BLOG POST #43 THE NIGHT BEFORE THE READING

"Shakespeare and the Heart's Desire" has gone through five versions now, and even the fifth version has been tweaked., tweaked even in ink on the pages of the actors who will be reading my play tomorrow night in the staged reading at the Darien Arts Center. They've been great about the last-minute changes.   They have been great about everything else too.  We have not had many rehearsals, but each one has counted enormously. The characters are growing with each reading, the relationships between and among the actors are becoming richer and fuller.  It's a pleasure to watch.

It's also a pleasure to anticipate the actual performance.
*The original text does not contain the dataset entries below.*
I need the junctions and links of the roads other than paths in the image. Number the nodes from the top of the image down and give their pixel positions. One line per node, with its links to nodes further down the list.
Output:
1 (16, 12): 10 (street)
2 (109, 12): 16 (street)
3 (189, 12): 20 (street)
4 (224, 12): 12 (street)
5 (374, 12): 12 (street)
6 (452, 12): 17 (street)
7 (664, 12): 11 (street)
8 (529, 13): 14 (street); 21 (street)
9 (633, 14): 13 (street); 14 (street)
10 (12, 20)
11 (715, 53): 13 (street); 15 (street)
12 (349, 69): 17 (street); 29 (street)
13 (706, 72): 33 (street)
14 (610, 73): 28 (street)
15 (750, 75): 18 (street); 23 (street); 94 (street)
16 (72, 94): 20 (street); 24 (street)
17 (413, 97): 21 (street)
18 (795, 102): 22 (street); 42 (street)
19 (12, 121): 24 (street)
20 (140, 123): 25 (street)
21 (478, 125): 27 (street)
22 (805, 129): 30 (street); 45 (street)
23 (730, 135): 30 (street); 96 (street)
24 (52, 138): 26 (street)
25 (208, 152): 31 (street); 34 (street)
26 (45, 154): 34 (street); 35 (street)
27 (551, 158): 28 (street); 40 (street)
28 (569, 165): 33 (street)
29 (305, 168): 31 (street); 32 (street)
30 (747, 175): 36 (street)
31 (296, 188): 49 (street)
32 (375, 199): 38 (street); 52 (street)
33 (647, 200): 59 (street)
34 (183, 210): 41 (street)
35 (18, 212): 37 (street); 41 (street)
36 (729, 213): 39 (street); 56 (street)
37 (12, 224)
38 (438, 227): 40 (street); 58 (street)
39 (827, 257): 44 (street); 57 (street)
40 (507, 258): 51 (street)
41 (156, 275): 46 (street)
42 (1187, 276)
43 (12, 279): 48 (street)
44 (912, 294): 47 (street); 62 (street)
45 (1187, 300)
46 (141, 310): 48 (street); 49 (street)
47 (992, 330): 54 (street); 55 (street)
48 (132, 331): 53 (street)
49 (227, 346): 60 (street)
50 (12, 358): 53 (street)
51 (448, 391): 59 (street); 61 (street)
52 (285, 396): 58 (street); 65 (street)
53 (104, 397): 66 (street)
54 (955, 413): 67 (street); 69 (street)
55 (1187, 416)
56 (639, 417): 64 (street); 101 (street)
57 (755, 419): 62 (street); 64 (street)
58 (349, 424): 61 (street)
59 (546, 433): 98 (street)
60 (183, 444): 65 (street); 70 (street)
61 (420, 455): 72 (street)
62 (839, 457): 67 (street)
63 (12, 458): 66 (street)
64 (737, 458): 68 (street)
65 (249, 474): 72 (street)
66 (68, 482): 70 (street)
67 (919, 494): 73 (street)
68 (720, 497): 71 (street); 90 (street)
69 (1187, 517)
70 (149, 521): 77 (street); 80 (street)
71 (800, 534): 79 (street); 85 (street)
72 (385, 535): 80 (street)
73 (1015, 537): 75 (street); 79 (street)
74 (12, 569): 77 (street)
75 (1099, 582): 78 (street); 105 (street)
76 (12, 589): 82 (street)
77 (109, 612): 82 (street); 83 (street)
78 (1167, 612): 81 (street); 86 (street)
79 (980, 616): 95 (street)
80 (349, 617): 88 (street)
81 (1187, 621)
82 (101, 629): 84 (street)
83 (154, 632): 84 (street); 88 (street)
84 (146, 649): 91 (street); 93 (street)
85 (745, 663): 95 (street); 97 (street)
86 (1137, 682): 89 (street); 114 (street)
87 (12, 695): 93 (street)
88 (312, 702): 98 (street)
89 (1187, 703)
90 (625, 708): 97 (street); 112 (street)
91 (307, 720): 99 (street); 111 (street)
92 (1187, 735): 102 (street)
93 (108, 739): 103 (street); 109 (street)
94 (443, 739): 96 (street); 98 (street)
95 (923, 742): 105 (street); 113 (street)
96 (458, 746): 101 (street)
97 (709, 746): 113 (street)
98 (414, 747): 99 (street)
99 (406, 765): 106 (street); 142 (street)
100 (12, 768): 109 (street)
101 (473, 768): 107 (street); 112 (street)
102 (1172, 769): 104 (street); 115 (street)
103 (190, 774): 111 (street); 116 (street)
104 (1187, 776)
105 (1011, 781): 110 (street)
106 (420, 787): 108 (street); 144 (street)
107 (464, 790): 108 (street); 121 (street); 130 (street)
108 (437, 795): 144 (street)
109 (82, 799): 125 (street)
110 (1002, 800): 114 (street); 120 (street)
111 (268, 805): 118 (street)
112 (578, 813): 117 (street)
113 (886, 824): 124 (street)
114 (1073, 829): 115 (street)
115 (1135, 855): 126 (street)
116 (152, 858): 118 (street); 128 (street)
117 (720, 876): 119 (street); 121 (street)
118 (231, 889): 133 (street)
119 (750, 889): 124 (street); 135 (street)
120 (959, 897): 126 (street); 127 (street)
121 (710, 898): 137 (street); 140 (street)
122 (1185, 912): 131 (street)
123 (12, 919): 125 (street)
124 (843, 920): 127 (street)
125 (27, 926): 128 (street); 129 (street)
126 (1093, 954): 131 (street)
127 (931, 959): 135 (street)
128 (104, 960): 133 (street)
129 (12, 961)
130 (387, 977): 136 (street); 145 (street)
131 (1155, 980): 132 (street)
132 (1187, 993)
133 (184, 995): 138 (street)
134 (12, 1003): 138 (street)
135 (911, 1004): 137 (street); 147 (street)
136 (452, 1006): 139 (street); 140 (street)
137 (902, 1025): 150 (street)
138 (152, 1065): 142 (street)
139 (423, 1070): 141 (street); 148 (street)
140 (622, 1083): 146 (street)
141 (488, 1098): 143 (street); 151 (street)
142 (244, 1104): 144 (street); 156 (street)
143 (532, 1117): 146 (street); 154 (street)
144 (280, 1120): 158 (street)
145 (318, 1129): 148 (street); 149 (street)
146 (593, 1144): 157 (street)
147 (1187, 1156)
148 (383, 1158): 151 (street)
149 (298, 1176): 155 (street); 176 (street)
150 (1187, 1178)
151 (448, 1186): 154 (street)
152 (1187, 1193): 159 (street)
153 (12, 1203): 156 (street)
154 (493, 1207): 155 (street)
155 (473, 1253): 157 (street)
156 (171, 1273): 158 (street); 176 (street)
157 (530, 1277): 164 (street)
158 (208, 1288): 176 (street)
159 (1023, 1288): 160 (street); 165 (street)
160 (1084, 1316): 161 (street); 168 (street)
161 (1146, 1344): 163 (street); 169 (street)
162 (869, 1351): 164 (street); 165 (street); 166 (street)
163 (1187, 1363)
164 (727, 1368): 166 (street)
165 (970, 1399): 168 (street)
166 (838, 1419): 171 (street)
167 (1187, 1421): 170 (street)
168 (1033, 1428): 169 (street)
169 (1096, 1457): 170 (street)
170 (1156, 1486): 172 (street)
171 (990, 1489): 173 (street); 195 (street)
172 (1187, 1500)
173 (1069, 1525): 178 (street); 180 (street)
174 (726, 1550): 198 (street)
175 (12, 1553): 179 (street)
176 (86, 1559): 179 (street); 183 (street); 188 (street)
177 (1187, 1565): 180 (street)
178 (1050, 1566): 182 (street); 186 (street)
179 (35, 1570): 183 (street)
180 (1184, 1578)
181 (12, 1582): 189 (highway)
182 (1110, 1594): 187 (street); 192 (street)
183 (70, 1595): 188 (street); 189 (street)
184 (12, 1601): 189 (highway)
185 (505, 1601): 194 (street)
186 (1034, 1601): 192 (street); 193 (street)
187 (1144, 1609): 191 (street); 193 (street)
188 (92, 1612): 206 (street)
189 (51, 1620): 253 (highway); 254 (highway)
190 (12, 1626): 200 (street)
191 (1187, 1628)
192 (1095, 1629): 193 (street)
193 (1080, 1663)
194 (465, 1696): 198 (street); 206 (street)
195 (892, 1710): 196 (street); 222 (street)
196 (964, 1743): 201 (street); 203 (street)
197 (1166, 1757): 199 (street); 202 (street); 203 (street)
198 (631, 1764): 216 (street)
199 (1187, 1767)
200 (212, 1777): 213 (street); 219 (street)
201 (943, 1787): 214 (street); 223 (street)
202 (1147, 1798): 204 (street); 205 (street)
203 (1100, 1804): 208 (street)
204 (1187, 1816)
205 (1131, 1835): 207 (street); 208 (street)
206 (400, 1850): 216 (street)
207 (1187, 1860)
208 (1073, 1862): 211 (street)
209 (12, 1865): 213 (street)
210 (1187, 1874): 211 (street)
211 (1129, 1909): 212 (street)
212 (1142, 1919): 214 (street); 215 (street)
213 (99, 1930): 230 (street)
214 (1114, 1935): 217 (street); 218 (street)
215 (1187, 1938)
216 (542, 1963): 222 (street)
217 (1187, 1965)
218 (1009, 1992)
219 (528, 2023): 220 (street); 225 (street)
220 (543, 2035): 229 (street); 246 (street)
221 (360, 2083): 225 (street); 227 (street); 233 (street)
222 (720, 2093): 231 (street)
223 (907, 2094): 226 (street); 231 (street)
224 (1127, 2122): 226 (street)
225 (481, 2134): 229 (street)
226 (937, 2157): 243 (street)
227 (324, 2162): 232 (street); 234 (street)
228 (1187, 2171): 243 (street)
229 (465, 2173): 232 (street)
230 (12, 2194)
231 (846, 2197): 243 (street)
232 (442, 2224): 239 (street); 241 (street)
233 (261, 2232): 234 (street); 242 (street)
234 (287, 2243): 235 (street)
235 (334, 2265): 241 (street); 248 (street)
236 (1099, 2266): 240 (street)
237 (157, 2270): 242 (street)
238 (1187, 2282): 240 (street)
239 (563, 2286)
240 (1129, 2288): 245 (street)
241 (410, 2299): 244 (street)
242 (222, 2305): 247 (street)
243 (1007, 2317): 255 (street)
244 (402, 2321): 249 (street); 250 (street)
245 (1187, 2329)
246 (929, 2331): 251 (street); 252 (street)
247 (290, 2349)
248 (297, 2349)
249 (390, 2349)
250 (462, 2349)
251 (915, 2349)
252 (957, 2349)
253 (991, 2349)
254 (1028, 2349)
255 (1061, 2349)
No matter how wonderful the actors are in rehearsal, they often seem to rise to new levels of understanding and vocal commitment when there is an audience there, counting on them to bring the story to full life.

Mark Graham and I have gotten so used to working together over the past six years, our disagreements, and there always are some, get resolved to good purpose, with good humor intact.  As a playwright, I do from time to time over-commit to a phrase or an approach which is not in the best interest of the play as a whole.  While I may (and do) protest, I often find that what Mark is suggesting is better than what I thought "perfect."  Not always, though. Not always.  Sometimes I can figure out a way to make my way be the chosen way, and the play is all the better for my clarification and amplification to get his stamp of approval.

Telling the story has been our focus.  We have an exciting story. But, as with the other two plays, at the core is the heart of Shakespeare, as he grapples with the challenges all mortals face, even the greatest of writers.  It is easy to slip into the myth of Shakespeare as an almostgodlike fellow, all seeing, all understanding.   But the three plays of my trilogy try to show him as a man, and no less a man for being a great one.